Takeaways from Making the Pivot Part 1: Taking action to secure the right to adequate housing in Edmonton

Takeaways from Making the Pivot Part 1: Taking action to secure the right to adequate housing in Edmonton

This first virtual workshop was intended to develop some shared understanding of key concepts (equity, inclusion, and justice), establish guidelines for brave spaces in the conversations going forward, and reflect on our own social positions and relative access and power.

Key Concepts

Equality vs. Equity

Image Source:https://www.rwjf.org/en/library/infographics/visualizing-health-equity.html

Equity ensures that everyone has what they need and to do so starts with identifying the barriers and root causes of why people are starting at different points. Equity seeks to intentionally eliminate barriers to achieving equal outcomes. This is different to equality where everyone has the same amount of something despite differences in their existing needs and assets.

Inclusion

Image Source: https://www.dawsoncollege.qc.ca/academic-matters/articles/delve-into-the-realm-of-inclusion-a-udl-journey/

Inclusion is a state of belonging, when persons of different backgrounds and identities are valued, integrated, and welcomed equitably as decision-makers and collaborators.

Justice

Image Source: https://www.paperpinecone.com/blog/teaching-difference-between-equality-equity-and-justice-preschool

We define justice as a process, not an outcome, which (1) seeks fair (re)distribution of resources, opportunities, and responsibilities; (2) challenges the roots of oppression and injustice; (3) empowers all people to exercise self-determination and realize their full potential; (4) and builds social solidarity and community capacity for collaborative action. Justice is when we seek transformational change, fundamental to which is removing factors which create inequities in the first place.
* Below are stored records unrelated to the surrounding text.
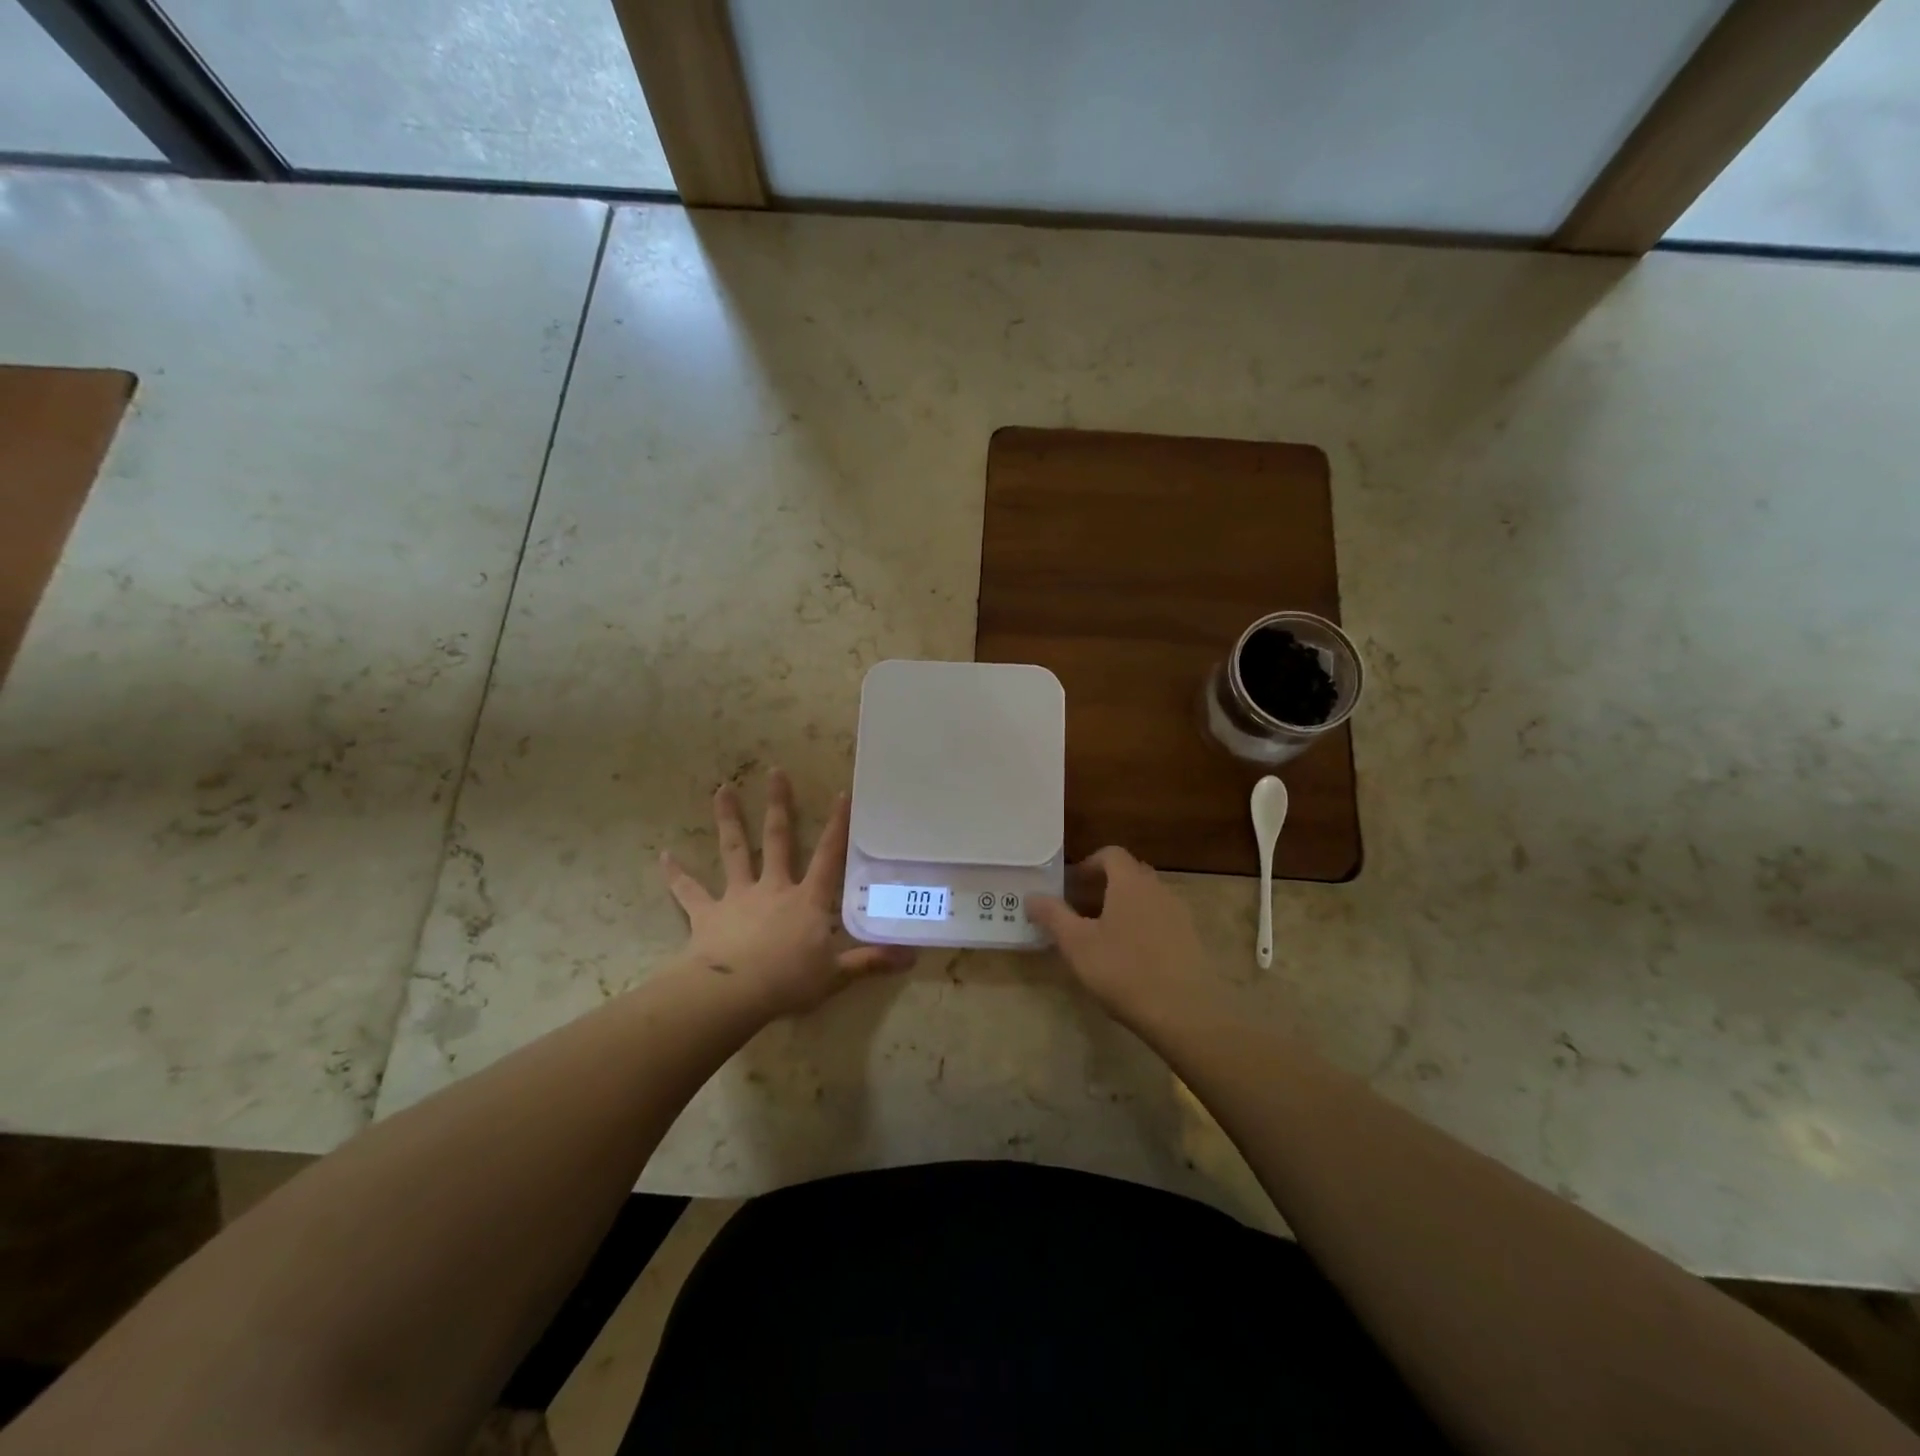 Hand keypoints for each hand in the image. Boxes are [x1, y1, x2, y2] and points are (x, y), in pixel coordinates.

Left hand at [661, 769, 913, 1018]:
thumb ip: (871, 961)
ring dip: (728, 819)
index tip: (841, 793)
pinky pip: (689, 891)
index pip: (828, 856)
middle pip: (777, 838)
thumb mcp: (837, 975)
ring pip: (734, 850)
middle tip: (774, 771)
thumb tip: (913, 957)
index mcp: (807, 899)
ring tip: (721, 789)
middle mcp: (773, 887)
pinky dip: (676, 874)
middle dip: (779, 804)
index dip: (837, 826)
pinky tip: (663, 856)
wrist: (734, 994)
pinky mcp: (707, 913)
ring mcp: (738, 897)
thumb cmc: (789, 981)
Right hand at [1027, 846, 1215, 1028]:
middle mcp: (1158, 889)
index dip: (1088, 863)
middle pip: (1129, 874)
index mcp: (1130, 882)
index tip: (1070, 884)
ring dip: (1123, 906)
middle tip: (1080, 909)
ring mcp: (1179, 914)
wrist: (1185, 1012)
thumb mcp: (1077, 944)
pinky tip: (1129, 957)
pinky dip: (1141, 926)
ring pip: (1145, 898)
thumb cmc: (1123, 970)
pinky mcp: (1191, 940)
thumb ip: (1053, 916)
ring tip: (1101, 935)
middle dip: (1103, 885)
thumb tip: (1031, 896)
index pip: (1111, 854)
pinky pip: (1160, 920) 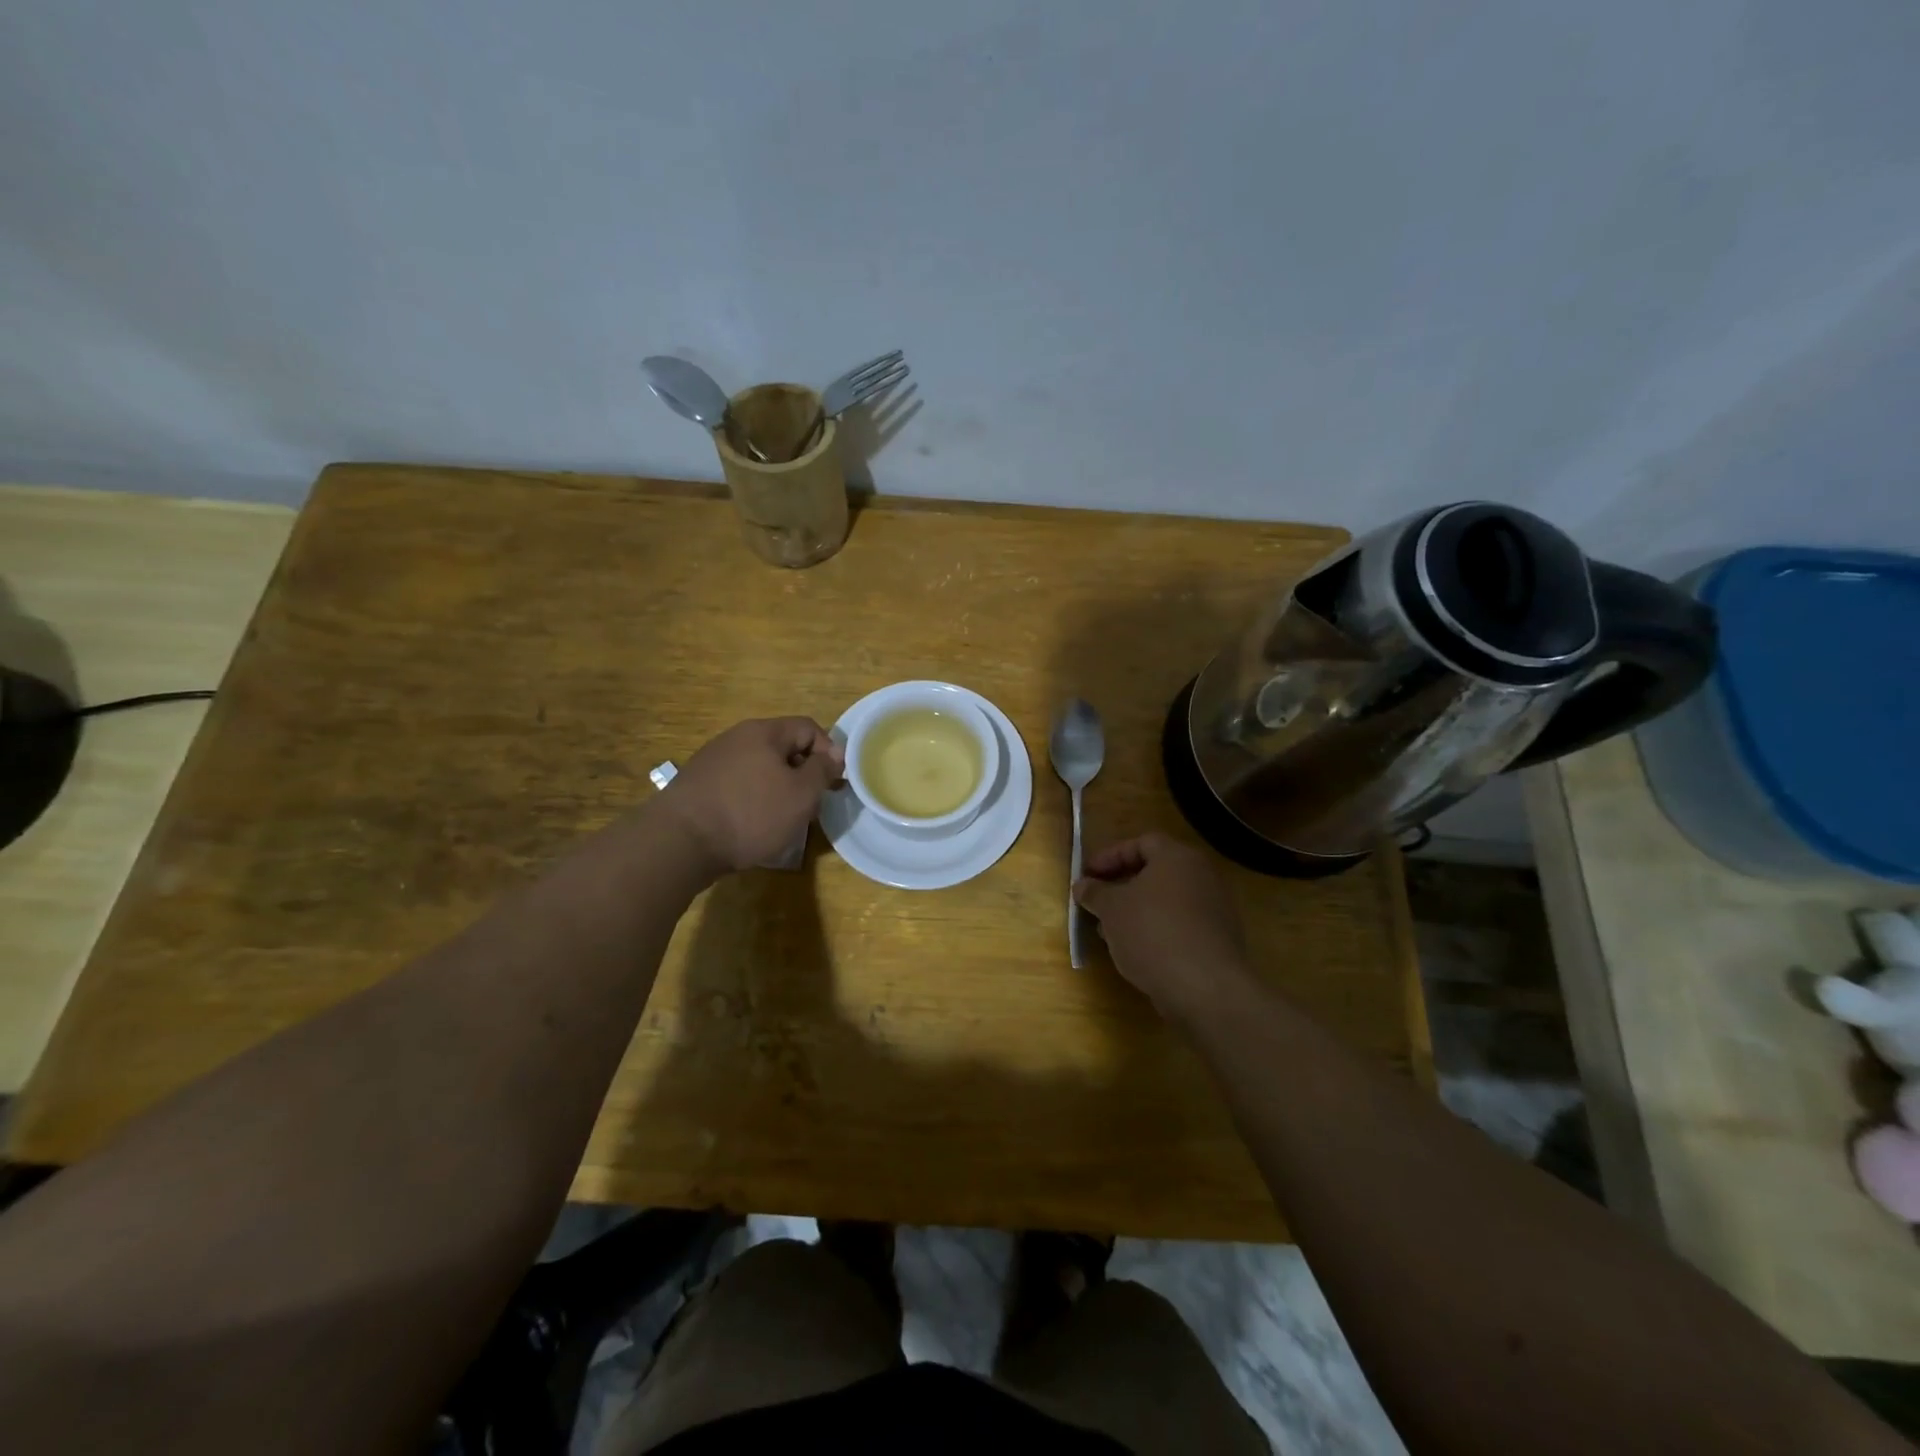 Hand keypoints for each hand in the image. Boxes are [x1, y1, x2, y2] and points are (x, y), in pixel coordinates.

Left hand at [656, 717, 843, 876]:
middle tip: (812, 803)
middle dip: (803, 773)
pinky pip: (738, 784)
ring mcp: (713, 760)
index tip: (835, 782)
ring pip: (760, 767)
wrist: (680, 842)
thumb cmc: (750, 814)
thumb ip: (822, 770)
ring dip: (778, 788)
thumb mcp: (801, 794)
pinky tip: (752, 825)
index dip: (829, 751)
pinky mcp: (698, 785)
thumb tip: (834, 754)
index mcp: (763, 732)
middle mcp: (736, 738)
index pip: (808, 728)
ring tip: (784, 818)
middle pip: (782, 747)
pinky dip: (753, 799)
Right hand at [1074, 832, 1251, 1023]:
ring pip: (1166, 901)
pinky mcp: (1218, 940)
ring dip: (1136, 911)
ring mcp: (1215, 909)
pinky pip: (1180, 924)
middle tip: (1096, 902)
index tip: (1087, 875)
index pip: (1141, 843)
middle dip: (1121, 885)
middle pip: (1155, 871)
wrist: (1205, 987)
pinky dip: (1156, 930)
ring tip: (1109, 931)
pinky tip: (1136, 951)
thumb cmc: (1152, 933)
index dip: (1110, 856)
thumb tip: (1083, 885)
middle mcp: (1202, 876)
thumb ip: (1094, 892)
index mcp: (1177, 857)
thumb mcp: (1112, 909)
In small groups discussion we brainstormed how equity, inclusion and justice relate to/advance one of the 7 criteria of adequate housing. In this exercise participants reflected on how implementing the above principles can be integrated with a right based approach to housing.

Brave Spaces

The concept of brave spaces grew out of safe spaces, both set ground rules/guidelines for conversations and behaviour. Brave spaces are in response to safety not being guaranteed and looking different for everyone. Brave space acknowledges the bravery required to engage difficult conversations without promising the illusion of collective safety which can often support the status quo through notions of a right to comfort for the people with the most power through avoiding uncomfortable situations. Brave spaces acknowledge participation in these conversations requires different levels of risk and courage because of the inequitable forms of power at play. Brave space requires us to collectively agree to hold this space to uproot the systems of oppression that continue to be barriers to accessing the human right to adequate housing.

In a menti activity participants reflected on what a brave space would look/feel like to them. Some of the themes that emerged were non-judgement, being curious, listening more than speaking, speaking the truth, understanding and acknowledging biases and power dynamics and sharing lived experiences.

Social Positions and Access to Power

There are many possible approaches to analyzing and discussing the different dimensions of power. In this workshop we examined four dimensions of power:

  1. Personal power – Often derived from charisma, self confidence, self respect, networks of support, and individual characteristics that we and others value.
  2. Collective power – Solidarity, community, empowers others, supportive, builds creative action. Can be leveraged to dismantle systems of inequity and oppression.
  3. Institutional power- The ability or official authority to decide what is best for others. The ability to decide who will have access to resources. The capacity to exercise control over others. This can also include position within organizations, seniority, influence over policies and processes, professional networks, access/proximity to most powerful (often it’s top-down power, power over)
  4. Social power – Derived from aspects of our social identity such as gender, race, class, citizenship, etc. These aspects of our social identity can yield more or less power depending on the context we are in. 

Analyzing these four forms of power helps us to make sense of the challenges we face as well as the ways power can be leveraged to address those challenges. Individually participants reflected on the intersectionality of these 4 elements of power in their lives and their relative access to power as a result.